Educação básica como um campo em disputa para evangélicos

Nos últimos anos, houve uma redefinição do religioso no Brasil. É inegável que o grande crescimento dos evangélicos pentecostais está diretamente ligado a isto, os evangélicos de todas as vertentes já constituem aproximadamente 30% da população brasileira. Os votos dos evangélicos foram decisivos para a vitória do candidato Jair Messias Bolsonaro na eleição presidencial de 2018. Isto tem repercutido na educação básica que, por sua vez, tornou-se um campo em disputa.

Há quem diga que a maior parte dos grupos evangélicos pentecostais é fundamentalista. Tenho minhas dúvidas. O movimento dos evangélicos pentecostais contemporâneos –se é que cabe generalização deste tipo– não é propriamente um movimento que vai no sentido do fundamentalismo ou do literalismo bíblico inflexível. Por quê? Os líderes pentecostais vão mudando seus discursos, há uma maleabilidade relativamente grande, e até mesmo o bem e o mal podem ser transmutáveis nos discursos e nas práticas. Pode-se demonizar algum grupo político quando convém e depois estabelecer aliança com este mesmo grupo, pode-se apoiar governos de esquerda e depois apoiar um governo de direita. Neste sentido, acredito que os discursos dos líderes pentecostais e suas alianças políticas estão especialmente comprometidos com o projeto das grandes igrejas pentecostais rumo a uma hegemonia religiosa no Brasil.

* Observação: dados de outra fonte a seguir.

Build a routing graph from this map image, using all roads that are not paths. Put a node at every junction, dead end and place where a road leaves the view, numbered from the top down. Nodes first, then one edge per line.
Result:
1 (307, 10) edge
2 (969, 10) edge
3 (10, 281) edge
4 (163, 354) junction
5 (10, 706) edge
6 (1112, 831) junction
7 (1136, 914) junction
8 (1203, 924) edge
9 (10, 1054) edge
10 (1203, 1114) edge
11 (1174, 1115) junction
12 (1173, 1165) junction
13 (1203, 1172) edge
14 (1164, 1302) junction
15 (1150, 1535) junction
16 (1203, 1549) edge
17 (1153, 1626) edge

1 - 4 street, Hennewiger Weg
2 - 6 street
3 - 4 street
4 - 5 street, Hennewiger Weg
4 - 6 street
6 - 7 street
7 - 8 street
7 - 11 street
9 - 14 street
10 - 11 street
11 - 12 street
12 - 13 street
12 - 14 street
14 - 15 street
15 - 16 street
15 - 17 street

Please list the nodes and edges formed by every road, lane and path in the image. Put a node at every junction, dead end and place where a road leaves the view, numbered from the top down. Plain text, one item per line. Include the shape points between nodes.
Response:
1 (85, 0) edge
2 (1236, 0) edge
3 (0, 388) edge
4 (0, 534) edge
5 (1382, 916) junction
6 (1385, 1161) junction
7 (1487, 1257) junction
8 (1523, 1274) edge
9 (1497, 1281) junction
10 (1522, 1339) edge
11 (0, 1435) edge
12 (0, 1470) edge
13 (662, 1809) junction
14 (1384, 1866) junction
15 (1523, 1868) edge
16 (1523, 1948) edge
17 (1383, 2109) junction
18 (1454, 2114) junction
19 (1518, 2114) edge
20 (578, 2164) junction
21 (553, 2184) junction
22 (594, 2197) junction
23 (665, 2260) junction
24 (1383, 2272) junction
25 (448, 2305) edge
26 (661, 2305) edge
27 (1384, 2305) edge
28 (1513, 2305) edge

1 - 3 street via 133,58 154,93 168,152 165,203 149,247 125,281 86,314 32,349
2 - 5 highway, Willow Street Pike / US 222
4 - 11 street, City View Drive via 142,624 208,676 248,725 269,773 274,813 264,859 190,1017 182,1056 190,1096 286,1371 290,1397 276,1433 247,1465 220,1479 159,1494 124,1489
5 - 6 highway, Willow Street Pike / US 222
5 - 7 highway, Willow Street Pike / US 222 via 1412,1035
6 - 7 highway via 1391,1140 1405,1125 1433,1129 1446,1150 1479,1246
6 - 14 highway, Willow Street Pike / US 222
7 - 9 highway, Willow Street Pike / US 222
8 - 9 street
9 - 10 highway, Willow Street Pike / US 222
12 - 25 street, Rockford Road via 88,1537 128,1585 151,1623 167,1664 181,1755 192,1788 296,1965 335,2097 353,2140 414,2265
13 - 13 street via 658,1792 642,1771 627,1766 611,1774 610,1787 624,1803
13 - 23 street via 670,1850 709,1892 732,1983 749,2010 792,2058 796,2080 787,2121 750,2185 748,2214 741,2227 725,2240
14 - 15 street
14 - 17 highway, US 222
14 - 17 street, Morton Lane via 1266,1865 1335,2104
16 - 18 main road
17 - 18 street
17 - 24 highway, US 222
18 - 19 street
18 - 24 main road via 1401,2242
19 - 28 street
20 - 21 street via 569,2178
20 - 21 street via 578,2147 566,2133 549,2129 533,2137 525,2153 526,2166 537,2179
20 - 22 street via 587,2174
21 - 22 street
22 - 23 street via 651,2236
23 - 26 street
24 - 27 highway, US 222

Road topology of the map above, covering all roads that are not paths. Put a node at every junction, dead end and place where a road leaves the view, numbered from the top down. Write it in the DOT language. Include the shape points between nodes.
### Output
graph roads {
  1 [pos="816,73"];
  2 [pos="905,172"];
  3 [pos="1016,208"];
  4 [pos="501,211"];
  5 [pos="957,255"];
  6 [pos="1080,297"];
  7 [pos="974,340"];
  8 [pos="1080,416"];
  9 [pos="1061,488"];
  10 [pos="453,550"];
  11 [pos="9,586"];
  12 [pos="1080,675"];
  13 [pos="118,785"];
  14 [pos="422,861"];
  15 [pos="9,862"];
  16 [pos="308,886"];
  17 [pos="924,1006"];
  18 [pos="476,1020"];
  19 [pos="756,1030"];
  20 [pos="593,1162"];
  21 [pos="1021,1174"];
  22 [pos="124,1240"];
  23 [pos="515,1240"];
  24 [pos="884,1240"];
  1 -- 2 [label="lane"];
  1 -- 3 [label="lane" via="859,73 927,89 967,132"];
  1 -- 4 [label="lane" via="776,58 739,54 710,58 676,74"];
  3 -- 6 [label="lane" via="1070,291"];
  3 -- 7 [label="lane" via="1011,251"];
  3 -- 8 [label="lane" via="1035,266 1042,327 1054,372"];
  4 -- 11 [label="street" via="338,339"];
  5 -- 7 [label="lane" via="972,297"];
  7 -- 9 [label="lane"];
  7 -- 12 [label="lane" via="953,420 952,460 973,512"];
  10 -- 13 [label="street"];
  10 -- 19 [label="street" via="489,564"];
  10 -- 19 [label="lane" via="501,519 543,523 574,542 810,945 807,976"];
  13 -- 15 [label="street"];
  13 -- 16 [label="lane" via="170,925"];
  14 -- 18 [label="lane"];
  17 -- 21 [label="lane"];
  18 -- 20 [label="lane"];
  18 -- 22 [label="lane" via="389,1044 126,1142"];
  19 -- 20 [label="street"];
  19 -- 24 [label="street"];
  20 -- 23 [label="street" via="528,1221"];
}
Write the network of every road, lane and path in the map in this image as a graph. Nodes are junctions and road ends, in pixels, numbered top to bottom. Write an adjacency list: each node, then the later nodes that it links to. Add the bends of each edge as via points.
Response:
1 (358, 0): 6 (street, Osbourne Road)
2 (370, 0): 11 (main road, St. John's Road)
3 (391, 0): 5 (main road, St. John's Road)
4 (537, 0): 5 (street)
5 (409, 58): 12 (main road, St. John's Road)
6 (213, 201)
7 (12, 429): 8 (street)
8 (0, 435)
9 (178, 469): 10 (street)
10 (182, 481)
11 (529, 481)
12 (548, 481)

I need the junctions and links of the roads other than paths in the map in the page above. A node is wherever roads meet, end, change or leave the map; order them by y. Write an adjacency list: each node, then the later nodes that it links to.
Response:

A disputa pela educação básica faz parte do projeto que busca essa hegemonia religiosa. Por conta do crescimento dos evangélicos pentecostais, a religiosidade pentecostal já se faz presente na educação básica de forma difusa. Além disso, há diversas tentativas das grandes igrejas pentecostais no sentido de conquistar oficialmente algum espaço nas escolas públicas e nas políticas públicas de uma forma geral.

Os discursos morais dos evangélicos vão em duas direções opostas. Por um lado, há uma defesa da privatização de alguns aspectos da educação para o âmbito familiar ou religioso. A escola e até mesmo o sistema de saúde estariam interferindo indevidamente em assuntos que somente as famílias ou as igrejas evangélicas deveriam abordar com as crianças e os adolescentes. Neste sentido, os evangélicos fazem campanhas contra a educação sexual e as discussões sobre relações de gênero nas escolas, e se opõem também às cartilhas de educação sexual e às campanhas elaboradas pelo Ministério da Saúde. Por outro lado, há tentativas de transformar alguns elementos da moral evangélica em políticas públicas. A ministra Damares Alves (Ministério da Mulher, da Família e dos Direitos Humanos), por exemplo, tem levado adiante uma campanha moralista de abstinência sexual para prevenir gravidez precoce. Trata-se de campanha governamental que efetivamente transforma a moral evangélica em política pública e conta com dinheiro público do Ministério da Saúde, mesmo não apresentando estudos científicos sobre sua eficácia.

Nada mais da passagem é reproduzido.